= Joseph Deharbe =

German theologian

Joseph Deharbe (11 April 1800 at Strasbourg, Alsace - 8 November 1871 at Maria-Laach) was a French Jesuit theologian and catechist.

==Life==
He entered the Society of Jesus in 1817 and after teaching for eleven years at the Jesuit College at Brieg, Switzerland, he became in 1840 a missionary and catechist in Köthen, Germany. With another Jesuit by the name of Rohe, he established at Lucerne in 1845 the academy of St. Charles Borromeo. In 1847 he left Switzerland, which had become hostile to Jesuits.

After that he was chiefly engaged in giving missions in Germany.

==Works==
As a catechist in Köthen he felt the lack of a good catechism, and was encouraged by his superior, Johann Baptist Devis, to compose one. As a model he took the Mainz catechism of 1842 and made use also of other textbooks, notably of Bossuet's catechism. He completed his first catechism, called Katholischer Katechismus oder Lehrbegriff, in 1847.

In 1848 it appeared anonymously at Ratisbon and immediately won approval. Bishop Blum of Linsburg introduced it officially into his diocese the same year; the following year the bishops of Trier and Hildesheim did likewise for their dioceses. In 1850 the Bavarian bishops resolved to introduce a common catechism for the entire kingdom, and accepted Deharbe's catechism, which was then introduced in 1853. Other German dioceses adopted it as follows:
- Cologne, 1854
- Mainz and Paderborn, 1855
- Fulda, 1858
- Ermland, 1861
- Culm, 1863
- Gnesen-Posen, 1868
At the same time it spread outside of Germany, in Switzerland, Austria-Hungary, and the United States. It was translated in 1851 into Magyar, then into Bohemian, Italian, and French; into Swedish and Marathi, 1861; into Polish and Lithuanian, 1862; into Slovenian, 1868; into Danish, 1869; and later into Spanish and Portuguese. It was reintroduced into Bavaria in 1908. In a revised form, Austria adopted it in 1897.

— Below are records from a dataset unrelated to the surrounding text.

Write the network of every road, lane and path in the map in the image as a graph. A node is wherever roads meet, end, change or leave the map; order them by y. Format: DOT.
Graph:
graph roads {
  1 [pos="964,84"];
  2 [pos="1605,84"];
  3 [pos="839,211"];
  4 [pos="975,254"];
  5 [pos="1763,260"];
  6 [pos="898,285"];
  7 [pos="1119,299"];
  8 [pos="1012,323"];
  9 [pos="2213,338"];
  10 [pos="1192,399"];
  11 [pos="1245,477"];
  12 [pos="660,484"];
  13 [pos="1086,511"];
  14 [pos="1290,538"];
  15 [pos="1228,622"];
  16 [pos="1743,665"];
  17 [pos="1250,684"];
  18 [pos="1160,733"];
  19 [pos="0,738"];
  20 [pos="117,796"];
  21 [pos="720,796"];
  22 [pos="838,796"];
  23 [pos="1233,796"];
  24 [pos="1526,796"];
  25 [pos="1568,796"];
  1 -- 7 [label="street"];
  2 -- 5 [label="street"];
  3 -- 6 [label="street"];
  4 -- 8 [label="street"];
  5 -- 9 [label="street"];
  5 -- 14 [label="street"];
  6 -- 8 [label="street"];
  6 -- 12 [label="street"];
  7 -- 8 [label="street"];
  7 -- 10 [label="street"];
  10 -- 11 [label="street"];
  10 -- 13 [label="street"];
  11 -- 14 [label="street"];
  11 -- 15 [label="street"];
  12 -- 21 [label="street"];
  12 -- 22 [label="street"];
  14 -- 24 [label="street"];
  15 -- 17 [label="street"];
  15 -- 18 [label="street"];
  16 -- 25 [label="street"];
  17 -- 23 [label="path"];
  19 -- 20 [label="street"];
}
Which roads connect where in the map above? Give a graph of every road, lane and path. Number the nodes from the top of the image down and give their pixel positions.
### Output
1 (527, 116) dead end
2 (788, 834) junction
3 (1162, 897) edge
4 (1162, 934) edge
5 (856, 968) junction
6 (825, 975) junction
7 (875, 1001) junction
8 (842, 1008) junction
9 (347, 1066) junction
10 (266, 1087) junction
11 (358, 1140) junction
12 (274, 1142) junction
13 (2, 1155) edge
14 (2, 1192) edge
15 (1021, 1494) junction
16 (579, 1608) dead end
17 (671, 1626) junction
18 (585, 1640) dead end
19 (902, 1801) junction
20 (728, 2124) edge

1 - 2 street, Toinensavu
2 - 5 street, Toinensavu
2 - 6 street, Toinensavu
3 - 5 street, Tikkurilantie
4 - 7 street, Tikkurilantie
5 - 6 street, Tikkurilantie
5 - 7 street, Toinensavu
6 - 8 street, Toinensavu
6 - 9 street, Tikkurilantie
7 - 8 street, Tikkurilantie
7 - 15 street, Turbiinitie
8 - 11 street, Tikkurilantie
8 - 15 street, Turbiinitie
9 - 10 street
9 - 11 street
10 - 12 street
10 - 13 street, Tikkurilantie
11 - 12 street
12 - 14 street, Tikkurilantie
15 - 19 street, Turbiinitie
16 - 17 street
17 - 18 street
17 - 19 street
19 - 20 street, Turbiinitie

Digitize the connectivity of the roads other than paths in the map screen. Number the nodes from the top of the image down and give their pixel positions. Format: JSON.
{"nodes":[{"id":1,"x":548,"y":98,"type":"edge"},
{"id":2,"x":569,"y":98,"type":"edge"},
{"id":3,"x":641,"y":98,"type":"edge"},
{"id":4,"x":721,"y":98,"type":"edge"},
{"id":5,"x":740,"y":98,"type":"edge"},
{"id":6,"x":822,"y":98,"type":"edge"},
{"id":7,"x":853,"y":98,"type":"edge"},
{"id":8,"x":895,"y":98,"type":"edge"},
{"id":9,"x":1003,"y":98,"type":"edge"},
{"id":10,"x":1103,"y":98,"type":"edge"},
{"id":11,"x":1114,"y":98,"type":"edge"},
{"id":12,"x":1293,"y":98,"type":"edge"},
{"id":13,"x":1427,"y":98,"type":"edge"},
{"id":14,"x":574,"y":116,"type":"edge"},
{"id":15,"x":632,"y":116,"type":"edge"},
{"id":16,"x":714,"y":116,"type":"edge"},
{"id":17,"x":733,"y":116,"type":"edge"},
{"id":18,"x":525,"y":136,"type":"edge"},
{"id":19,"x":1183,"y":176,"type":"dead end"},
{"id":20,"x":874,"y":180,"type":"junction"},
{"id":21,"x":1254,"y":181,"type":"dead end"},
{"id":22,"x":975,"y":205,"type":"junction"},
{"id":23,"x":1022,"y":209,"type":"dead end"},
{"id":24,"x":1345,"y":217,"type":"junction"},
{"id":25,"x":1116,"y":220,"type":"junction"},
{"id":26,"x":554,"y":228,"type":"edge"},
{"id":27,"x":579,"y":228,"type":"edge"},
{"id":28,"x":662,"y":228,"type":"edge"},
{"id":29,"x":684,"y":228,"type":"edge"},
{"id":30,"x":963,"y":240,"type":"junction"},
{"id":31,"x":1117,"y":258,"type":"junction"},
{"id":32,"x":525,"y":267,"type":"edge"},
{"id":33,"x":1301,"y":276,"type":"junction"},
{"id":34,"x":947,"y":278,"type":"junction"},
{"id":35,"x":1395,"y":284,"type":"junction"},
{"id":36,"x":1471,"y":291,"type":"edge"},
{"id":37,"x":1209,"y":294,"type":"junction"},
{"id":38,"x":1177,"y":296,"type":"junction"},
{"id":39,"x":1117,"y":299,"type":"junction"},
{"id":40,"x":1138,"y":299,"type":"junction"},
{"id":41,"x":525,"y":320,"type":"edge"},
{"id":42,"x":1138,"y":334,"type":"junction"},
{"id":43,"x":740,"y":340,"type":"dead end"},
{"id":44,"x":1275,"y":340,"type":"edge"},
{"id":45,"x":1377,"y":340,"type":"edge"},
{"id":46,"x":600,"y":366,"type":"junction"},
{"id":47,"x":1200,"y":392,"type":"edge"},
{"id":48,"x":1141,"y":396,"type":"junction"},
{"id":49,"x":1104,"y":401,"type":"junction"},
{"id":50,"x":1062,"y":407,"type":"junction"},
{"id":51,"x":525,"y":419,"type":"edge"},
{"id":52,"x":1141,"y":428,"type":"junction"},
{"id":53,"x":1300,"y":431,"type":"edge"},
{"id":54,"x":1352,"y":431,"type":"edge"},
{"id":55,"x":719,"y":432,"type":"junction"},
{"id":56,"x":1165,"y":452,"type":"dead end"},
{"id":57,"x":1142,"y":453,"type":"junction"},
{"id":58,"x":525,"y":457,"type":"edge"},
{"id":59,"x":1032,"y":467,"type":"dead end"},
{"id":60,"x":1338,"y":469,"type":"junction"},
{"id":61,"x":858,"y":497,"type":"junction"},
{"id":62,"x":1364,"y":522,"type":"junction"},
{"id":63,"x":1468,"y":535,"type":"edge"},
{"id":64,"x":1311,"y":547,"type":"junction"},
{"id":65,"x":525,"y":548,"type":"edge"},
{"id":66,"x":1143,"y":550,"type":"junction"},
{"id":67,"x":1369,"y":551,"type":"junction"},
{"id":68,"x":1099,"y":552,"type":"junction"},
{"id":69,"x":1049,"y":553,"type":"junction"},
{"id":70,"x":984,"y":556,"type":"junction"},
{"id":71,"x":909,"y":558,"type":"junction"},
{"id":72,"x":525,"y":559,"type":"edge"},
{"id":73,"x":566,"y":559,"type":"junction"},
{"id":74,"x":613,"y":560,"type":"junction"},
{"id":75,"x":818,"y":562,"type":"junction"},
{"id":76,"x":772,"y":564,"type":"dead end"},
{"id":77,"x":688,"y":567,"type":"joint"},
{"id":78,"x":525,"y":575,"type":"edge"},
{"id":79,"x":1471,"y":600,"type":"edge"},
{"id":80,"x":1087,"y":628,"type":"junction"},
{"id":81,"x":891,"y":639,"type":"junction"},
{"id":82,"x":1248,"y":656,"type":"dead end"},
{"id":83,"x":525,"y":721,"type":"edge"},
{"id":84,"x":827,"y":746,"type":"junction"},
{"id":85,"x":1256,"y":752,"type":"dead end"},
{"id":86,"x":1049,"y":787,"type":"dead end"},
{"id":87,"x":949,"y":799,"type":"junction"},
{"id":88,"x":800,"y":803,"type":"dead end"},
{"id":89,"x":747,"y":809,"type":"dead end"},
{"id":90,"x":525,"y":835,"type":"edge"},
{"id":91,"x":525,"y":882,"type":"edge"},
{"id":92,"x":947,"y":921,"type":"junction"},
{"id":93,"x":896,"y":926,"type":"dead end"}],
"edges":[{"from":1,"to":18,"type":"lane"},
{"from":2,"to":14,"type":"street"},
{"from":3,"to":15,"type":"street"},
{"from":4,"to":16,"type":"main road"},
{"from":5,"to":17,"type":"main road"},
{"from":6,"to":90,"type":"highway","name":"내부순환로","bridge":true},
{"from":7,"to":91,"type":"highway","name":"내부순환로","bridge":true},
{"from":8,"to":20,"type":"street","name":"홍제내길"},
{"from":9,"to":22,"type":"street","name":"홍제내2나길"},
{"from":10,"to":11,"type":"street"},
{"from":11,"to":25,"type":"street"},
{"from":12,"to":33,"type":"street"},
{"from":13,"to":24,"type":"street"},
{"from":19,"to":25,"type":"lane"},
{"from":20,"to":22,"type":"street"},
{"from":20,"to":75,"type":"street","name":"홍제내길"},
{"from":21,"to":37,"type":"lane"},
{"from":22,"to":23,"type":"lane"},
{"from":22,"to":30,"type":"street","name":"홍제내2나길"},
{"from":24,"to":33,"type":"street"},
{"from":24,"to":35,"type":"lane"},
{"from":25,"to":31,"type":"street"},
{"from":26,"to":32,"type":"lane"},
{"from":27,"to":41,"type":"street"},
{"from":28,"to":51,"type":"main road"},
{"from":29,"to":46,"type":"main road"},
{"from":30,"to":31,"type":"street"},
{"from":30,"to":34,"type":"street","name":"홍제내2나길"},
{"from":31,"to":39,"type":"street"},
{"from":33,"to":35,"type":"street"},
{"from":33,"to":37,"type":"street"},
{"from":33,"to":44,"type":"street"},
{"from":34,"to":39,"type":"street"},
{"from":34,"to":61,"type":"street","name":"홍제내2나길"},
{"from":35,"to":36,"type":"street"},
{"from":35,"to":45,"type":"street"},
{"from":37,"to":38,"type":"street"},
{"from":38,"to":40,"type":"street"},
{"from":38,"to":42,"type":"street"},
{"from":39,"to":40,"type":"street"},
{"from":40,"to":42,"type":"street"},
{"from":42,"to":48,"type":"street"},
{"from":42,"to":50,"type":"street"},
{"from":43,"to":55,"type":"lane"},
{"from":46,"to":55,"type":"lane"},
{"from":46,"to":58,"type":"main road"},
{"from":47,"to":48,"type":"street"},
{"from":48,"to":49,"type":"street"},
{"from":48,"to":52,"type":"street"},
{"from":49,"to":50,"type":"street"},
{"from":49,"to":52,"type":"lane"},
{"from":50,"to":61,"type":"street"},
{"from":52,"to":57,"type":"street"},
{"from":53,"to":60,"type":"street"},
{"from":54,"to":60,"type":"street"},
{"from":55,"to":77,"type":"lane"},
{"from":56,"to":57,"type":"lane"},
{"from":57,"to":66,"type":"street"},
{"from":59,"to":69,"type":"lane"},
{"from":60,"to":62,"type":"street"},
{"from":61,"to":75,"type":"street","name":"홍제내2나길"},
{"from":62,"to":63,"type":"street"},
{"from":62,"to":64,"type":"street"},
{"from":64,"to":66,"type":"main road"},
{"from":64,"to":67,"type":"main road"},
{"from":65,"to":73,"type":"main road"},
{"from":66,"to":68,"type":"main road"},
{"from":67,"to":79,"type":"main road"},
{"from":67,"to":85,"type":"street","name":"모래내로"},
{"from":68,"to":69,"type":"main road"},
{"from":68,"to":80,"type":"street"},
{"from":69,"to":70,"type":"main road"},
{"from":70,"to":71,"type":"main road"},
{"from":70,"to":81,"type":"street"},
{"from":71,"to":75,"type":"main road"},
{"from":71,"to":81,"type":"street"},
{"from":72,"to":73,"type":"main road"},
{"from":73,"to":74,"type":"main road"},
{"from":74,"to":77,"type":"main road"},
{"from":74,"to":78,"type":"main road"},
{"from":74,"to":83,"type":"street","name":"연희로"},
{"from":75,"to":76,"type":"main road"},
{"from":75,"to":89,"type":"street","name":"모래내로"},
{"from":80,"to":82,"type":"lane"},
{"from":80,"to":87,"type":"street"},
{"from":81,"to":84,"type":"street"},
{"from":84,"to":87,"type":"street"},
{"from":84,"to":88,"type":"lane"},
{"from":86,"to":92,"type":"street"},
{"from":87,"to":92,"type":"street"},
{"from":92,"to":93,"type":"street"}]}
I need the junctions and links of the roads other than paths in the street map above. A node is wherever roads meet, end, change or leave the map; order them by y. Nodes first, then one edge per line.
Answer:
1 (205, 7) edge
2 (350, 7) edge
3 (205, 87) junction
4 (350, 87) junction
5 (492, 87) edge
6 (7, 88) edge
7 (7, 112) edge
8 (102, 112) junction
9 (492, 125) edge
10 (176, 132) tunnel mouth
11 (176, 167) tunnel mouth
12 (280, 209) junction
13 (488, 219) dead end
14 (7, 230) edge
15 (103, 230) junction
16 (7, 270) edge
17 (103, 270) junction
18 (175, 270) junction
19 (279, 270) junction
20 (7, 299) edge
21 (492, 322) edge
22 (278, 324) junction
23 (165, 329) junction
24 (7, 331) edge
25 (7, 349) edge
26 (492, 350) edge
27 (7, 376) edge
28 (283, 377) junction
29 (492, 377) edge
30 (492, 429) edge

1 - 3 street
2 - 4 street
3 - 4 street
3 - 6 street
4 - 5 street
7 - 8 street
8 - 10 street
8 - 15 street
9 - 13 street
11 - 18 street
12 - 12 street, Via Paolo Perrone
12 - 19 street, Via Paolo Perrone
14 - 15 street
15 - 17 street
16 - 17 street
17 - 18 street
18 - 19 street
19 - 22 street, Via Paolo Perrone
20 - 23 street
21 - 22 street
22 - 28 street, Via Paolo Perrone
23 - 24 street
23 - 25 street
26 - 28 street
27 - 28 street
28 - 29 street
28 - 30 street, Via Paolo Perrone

Deharbe himself prepared and published at Ratisbon four extracts of his first work, titled

- Katholischer Katechismus (1847) (in English: A Complete Catechism of the Catholic Religion)
- Kleiner katholischer Katechismus (1847)
- Anfangsgründe der katholichen Lehre für die kleinen Schüler (1847)
- Kleiner katholischer Katechismus (1849–50).

He preserved catechetical tradition but abandoned the division of Peter Canisius, arranging the text-matter under chapters on Faith, Commandments, and Means of Grace.

His other works, all published at Ratisbon, are:
- Die vollkommene Liebe Gottes (1855)
- Erklärung des katholischen Katechismus (4 vols., 1857-64, fifth ed., (1880-)
- Kürzeres Handbuch zum Religionsunterrichte (1865–68, sixth ed., Linden ed., 1898).